╭─ DATA TO USE
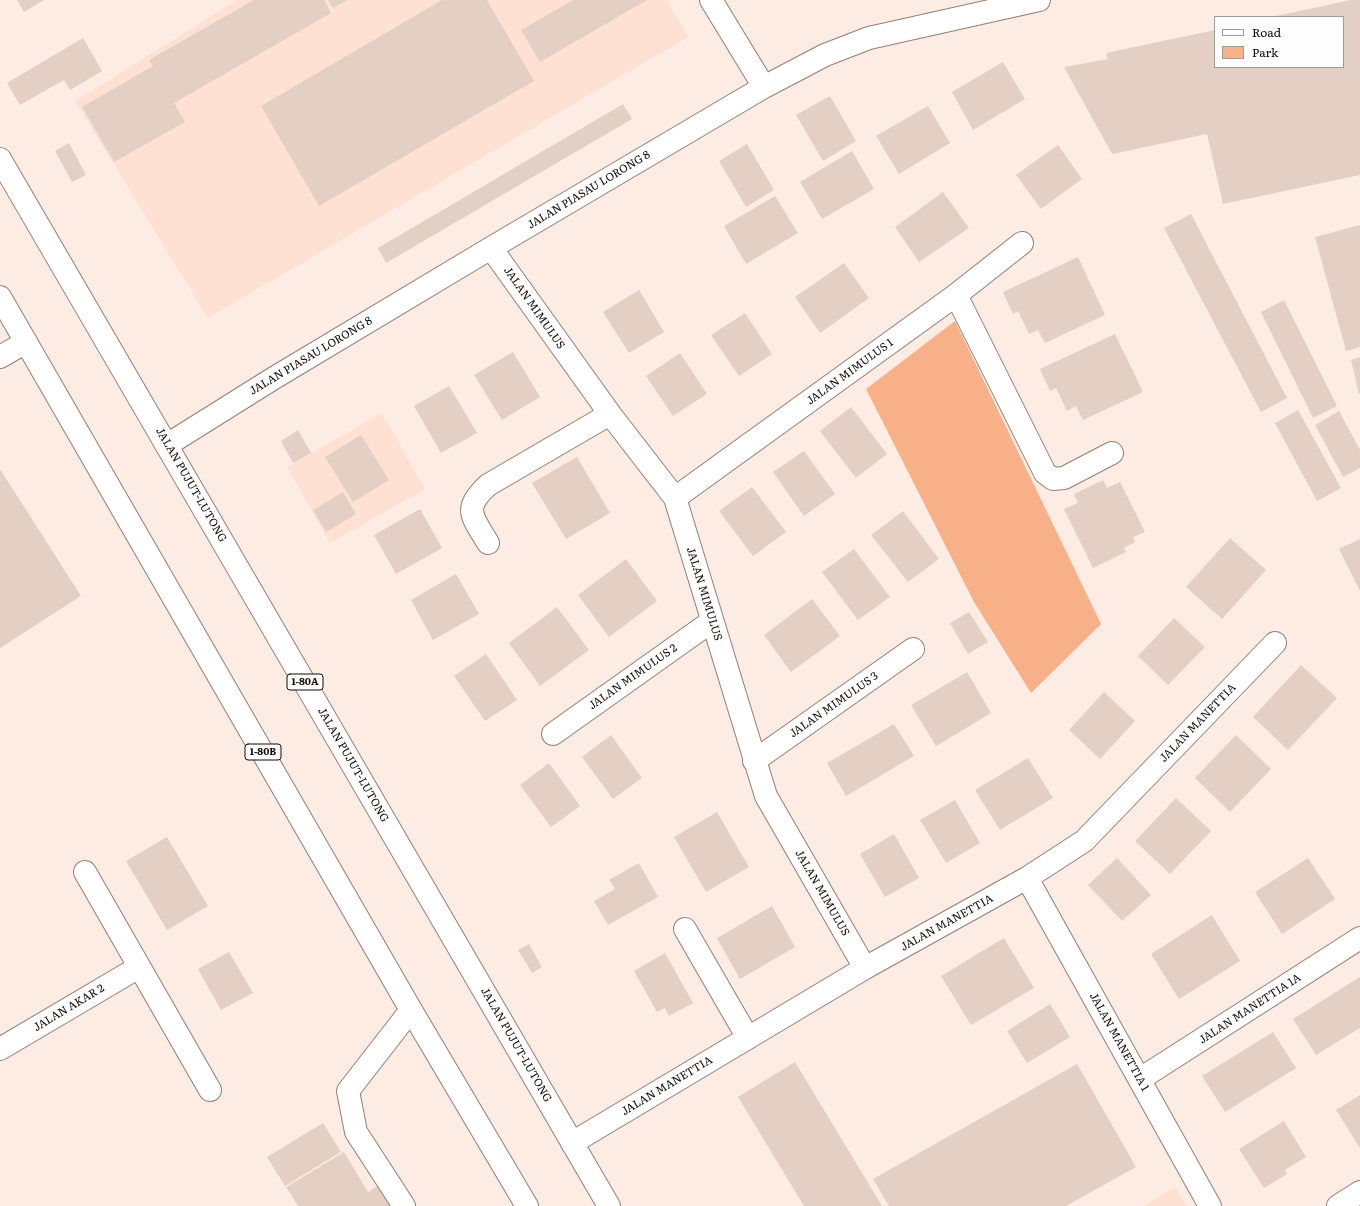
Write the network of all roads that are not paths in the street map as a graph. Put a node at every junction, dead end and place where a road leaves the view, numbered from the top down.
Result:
1 (711, 0) edge
2 (1039, 0) edge
3 (764, 87) junction
4 (0, 159) edge
5 (1022, 244) dead end
6 (491, 248) junction
7 (956, 295) junction
8 (0, 298) edge
9 (26, 342) junction
10 (0, 358) edge
11 (610, 414) junction
12 (167, 445) junction
13 (1112, 453) dead end
14 (675, 498) junction
15 (488, 543) dead end
16 (712, 621) junction
17 (1276, 644) dead end
18 (913, 649) dead end
19 (554, 734) dead end
20 (754, 760) junction
21 (85, 872) dead end
22 (1027, 878) junction
23 (685, 929) dead end
24 (1360, 938) edge
25 (139, 967) junction
26 (865, 968) junction
27 (411, 1010) junction
28 (748, 1038) junction
29 (0, 1049) edge
30 (1140, 1079) junction
31 (210, 1090) dead end
32 (572, 1143) junction
33 (1360, 1192) edge
34 (404, 1206) edge
35 (528, 1206) edge
36 (609, 1206) edge
37 (1210, 1206) edge
38 (1338, 1206) edge

1 - 3 main road
2 - 3 main road, JALAN PIASAU LORONG 8
3 - 6 main road, JALAN PIASAU LORONG 8
4 - 12 main road, JALAN PUJUT-LUTONG / 1-80A
5 - 7 main road, JALAN MIMULUS 1
6 - 11 main road, JALAN MIMULUS
6 - 12 main road, JALAN PIASAU LORONG 8
7 - 13 main road
7 - 14 main road, JALAN MIMULUS 1
8 - 9 main road, 1-80B
9 - 10 main road
9 - 27 main road, 1-80B
11 - 14 main road, JALAN MIMULUS
11 - 15 main road
12 - 32 main road, JALAN PUJUT-LUTONG / 1-80A
14 - 16 main road, JALAN MIMULUS
16 - 19 main road, JALAN MIMULUS 2
16 - 20 main road, JALAN MIMULUS
17 - 22 main road, JALAN MANETTIA
18 - 20 main road, JALAN MIMULUS 3
20 - 26 main road, JALAN MIMULUS
21 - 25 main road
22 - 26 main road, JALAN MANETTIA
22 - 30 main road, JALAN MANETTIA 1
23 - 28 main road
24 - 30 main road, JALAN MANETTIA 1A
25 - 29 main road, JALAN AKAR 2
25 - 31 main road
26 - 28 main road, JALAN MANETTIA
27 - 34 main road
27 - 35 main road, 1-80B
28 - 32 main road, JALAN MANETTIA
30 - 37 main road, JALAN MANETTIA 1
32 - 36 main road, JALAN PUJUT-LUTONG / 1-80A
33 - 38 main road

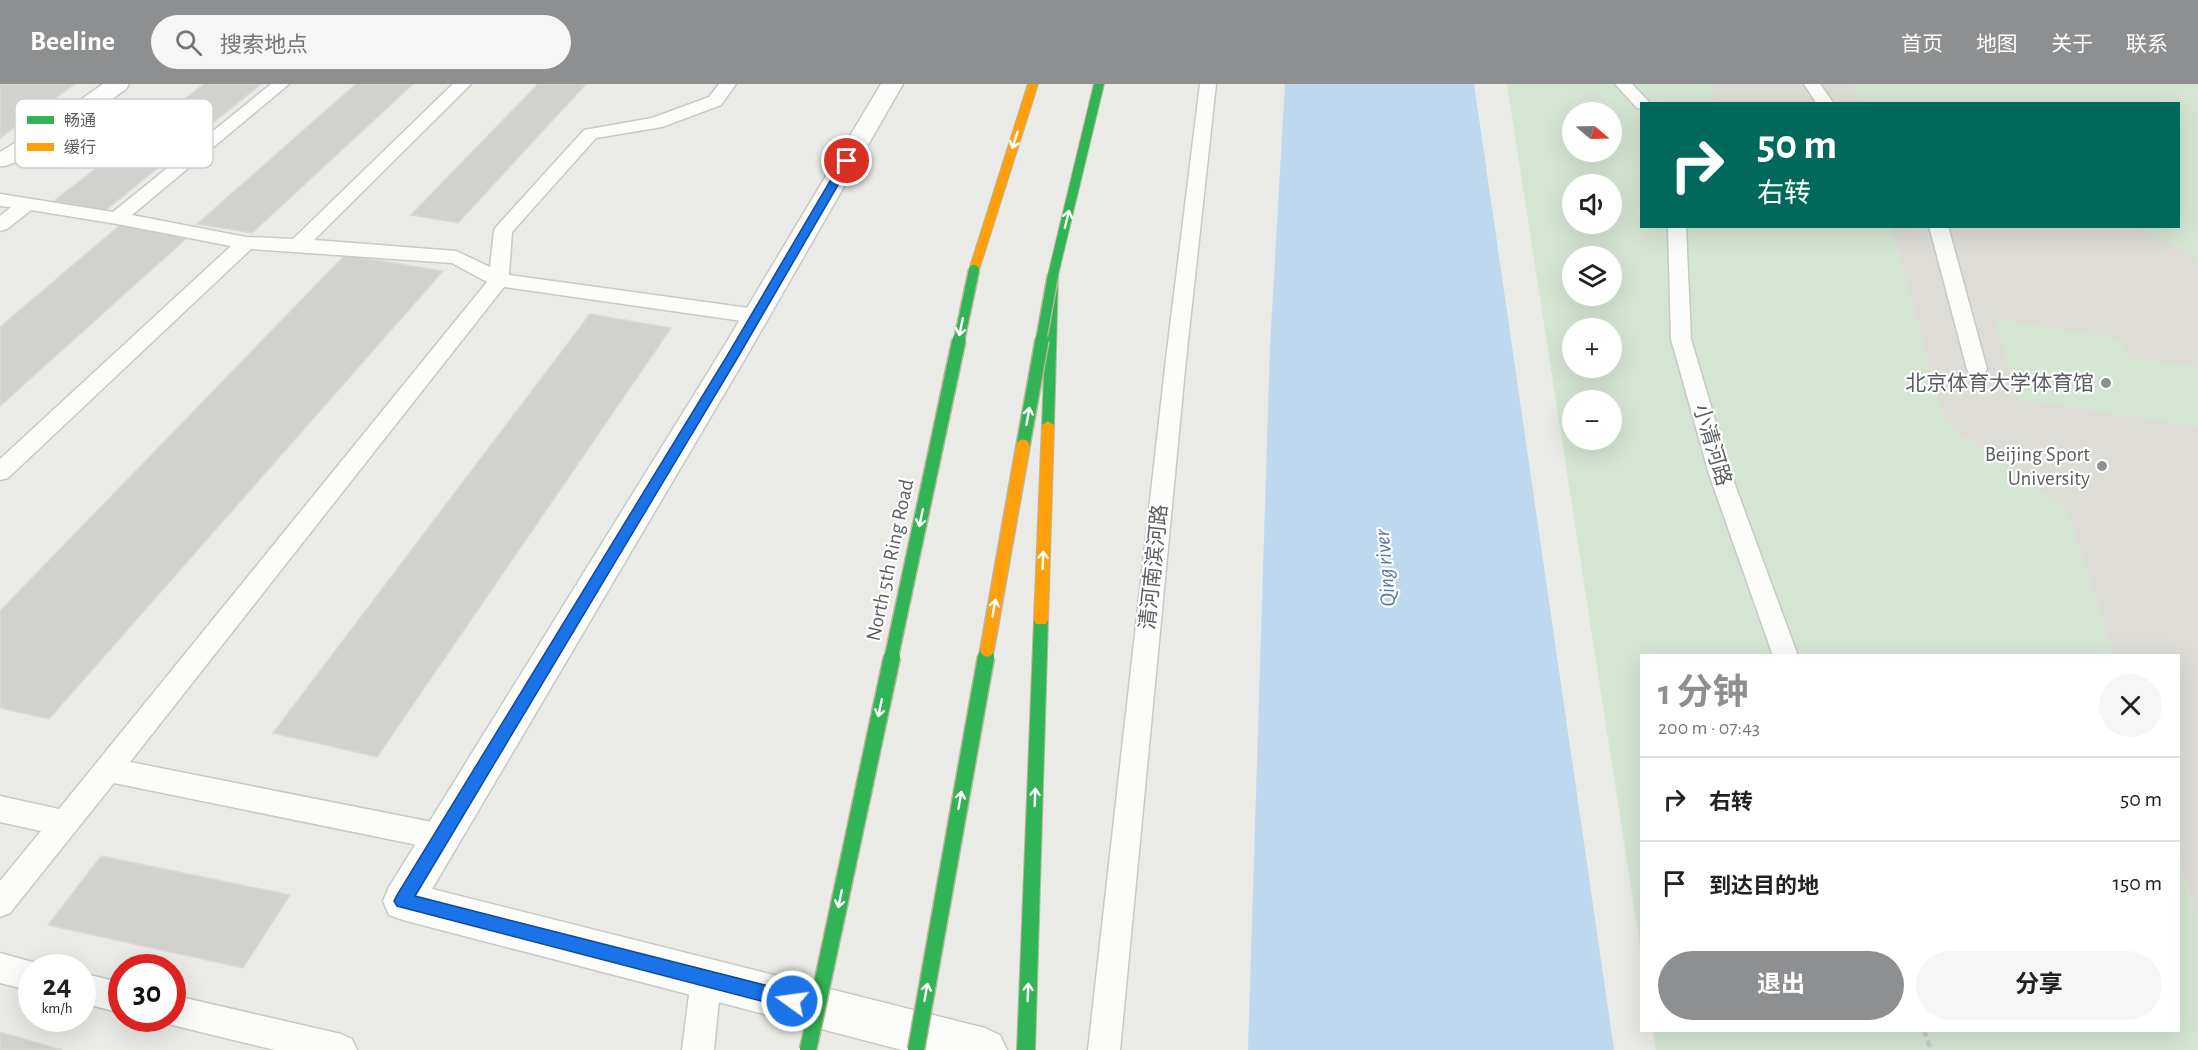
╰─
# DESCRIPTION OF THE TASK:
In the entries above, how many lines include the word "PIASAU"? Give only that number.

# RESPONSE:
3